## What to produce
State how many lines of the entries hold the string "then", and nothing more.

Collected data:
┄┄┄┄┄┄┄┄┄┄┄┄┄┄┄┄┄┄┄┄
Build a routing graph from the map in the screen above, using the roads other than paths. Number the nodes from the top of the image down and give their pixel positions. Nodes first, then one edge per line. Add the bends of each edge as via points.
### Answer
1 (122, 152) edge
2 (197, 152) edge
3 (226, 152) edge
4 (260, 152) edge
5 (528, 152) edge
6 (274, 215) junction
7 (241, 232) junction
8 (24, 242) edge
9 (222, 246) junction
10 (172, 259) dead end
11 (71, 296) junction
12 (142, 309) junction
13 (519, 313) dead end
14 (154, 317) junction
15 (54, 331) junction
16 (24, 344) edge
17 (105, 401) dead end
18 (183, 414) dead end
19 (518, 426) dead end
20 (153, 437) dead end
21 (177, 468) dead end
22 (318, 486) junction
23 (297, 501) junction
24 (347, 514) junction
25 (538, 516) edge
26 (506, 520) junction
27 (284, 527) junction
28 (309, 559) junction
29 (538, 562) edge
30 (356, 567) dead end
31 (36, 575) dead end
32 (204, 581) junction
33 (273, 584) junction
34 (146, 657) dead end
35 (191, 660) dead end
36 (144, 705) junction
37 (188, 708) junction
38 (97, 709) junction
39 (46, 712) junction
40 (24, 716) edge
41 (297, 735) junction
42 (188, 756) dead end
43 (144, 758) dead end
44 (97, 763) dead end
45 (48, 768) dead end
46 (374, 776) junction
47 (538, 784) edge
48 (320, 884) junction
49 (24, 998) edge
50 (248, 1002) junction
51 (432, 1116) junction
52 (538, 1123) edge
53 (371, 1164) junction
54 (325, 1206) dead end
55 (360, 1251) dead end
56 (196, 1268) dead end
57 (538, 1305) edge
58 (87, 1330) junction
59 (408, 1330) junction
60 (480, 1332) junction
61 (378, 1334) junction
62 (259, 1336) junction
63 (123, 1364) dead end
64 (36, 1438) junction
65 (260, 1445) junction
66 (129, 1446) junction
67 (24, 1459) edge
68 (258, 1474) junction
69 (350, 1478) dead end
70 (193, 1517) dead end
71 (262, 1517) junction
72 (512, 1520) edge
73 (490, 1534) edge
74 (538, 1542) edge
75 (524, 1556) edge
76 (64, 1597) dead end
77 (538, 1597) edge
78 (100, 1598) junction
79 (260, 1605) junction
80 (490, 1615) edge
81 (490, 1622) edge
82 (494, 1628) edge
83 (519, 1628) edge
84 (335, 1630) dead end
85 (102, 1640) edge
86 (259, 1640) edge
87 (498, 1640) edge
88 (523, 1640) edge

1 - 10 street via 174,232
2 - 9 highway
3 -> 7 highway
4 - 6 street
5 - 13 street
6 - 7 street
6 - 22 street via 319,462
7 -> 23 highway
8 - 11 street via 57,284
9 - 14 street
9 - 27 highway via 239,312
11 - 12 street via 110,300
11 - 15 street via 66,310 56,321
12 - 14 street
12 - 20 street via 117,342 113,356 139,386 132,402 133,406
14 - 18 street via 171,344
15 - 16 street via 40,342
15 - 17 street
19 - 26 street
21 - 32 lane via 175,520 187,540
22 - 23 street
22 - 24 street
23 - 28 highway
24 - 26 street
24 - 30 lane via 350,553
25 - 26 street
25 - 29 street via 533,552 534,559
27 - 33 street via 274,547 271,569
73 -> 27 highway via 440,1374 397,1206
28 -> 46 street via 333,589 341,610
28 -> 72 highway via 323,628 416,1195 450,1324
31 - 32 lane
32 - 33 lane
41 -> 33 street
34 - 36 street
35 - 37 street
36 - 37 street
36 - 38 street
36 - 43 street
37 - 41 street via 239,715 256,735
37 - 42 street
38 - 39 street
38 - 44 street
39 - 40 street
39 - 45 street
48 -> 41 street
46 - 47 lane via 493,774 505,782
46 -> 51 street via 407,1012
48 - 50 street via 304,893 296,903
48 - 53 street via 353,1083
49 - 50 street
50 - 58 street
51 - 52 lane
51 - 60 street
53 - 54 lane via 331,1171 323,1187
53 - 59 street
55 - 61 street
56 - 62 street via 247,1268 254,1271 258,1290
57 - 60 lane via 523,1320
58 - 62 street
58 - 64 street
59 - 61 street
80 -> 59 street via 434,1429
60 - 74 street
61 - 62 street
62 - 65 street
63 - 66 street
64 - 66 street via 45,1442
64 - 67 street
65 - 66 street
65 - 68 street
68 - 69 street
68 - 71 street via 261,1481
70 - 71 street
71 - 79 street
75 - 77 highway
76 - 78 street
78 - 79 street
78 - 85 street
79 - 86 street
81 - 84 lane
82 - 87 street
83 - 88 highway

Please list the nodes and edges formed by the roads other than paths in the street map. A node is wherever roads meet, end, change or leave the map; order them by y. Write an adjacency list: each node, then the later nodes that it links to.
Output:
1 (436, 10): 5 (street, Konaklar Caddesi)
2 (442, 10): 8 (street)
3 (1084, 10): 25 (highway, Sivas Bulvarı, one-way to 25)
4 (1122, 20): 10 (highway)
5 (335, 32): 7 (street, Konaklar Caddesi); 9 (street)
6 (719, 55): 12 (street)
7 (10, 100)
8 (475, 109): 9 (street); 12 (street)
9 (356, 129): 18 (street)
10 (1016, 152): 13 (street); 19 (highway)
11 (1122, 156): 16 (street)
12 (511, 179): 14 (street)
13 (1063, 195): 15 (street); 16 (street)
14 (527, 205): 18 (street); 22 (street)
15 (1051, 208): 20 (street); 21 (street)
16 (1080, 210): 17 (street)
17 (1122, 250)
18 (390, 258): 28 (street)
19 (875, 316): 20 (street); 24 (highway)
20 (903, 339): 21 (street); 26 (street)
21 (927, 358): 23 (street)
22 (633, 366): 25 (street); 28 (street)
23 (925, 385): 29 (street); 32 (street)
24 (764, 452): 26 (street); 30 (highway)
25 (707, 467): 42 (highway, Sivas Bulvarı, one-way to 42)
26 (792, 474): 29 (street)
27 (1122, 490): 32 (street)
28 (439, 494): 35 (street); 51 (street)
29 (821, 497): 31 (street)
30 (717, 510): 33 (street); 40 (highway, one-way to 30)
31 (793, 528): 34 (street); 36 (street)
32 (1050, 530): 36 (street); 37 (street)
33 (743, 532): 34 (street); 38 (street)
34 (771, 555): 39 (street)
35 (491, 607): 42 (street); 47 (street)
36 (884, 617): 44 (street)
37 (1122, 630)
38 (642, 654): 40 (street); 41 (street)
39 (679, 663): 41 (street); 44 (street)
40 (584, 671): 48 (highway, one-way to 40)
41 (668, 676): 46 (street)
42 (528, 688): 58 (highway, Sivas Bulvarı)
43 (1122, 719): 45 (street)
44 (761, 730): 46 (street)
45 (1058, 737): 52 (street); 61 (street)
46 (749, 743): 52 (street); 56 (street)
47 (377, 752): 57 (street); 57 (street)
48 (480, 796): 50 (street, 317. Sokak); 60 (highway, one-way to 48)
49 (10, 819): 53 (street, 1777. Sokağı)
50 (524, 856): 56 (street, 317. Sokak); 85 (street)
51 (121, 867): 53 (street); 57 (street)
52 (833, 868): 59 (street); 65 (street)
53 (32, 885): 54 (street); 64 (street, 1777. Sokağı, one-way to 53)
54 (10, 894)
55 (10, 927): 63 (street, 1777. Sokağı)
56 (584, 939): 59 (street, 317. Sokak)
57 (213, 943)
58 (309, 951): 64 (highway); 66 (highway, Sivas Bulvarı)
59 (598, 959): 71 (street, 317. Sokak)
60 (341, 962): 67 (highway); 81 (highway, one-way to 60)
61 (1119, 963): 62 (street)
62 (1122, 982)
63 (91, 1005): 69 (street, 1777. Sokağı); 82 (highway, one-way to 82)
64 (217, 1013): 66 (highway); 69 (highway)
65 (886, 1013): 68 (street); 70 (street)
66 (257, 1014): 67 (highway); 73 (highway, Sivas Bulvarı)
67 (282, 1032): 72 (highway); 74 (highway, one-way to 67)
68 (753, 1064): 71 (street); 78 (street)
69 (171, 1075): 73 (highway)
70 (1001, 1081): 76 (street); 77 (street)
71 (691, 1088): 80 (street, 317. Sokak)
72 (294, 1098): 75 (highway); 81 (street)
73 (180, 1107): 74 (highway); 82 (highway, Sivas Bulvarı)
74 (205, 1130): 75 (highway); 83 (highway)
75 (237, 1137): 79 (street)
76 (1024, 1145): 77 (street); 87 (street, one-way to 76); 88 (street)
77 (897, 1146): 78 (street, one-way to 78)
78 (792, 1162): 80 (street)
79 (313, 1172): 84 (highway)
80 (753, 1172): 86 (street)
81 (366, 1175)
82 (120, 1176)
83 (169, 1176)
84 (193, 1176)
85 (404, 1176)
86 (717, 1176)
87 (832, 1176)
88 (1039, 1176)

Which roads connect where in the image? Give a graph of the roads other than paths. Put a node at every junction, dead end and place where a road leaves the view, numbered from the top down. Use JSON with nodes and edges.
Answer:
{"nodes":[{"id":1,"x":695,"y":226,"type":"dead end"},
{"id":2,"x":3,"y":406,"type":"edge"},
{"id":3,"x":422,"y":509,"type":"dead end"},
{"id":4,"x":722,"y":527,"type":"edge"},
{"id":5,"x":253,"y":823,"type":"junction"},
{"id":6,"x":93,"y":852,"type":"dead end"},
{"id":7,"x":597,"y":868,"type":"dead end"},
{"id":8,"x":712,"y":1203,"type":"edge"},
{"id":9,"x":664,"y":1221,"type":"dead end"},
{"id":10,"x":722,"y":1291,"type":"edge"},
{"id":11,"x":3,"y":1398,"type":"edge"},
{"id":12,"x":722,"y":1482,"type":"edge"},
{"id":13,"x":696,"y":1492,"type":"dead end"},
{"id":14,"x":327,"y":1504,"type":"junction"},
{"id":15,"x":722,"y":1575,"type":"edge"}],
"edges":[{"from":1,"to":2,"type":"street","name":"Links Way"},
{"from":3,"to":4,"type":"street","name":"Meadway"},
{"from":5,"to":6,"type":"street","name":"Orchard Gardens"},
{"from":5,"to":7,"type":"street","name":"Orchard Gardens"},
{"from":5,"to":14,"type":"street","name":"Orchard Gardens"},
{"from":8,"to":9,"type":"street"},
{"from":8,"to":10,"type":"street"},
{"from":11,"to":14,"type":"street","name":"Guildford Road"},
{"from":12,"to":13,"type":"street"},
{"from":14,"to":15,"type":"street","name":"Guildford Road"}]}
┄┄┄┄┄┄┄┄┄┄┄┄┄┄┄┄┄┄┄┄
## Expected answer
2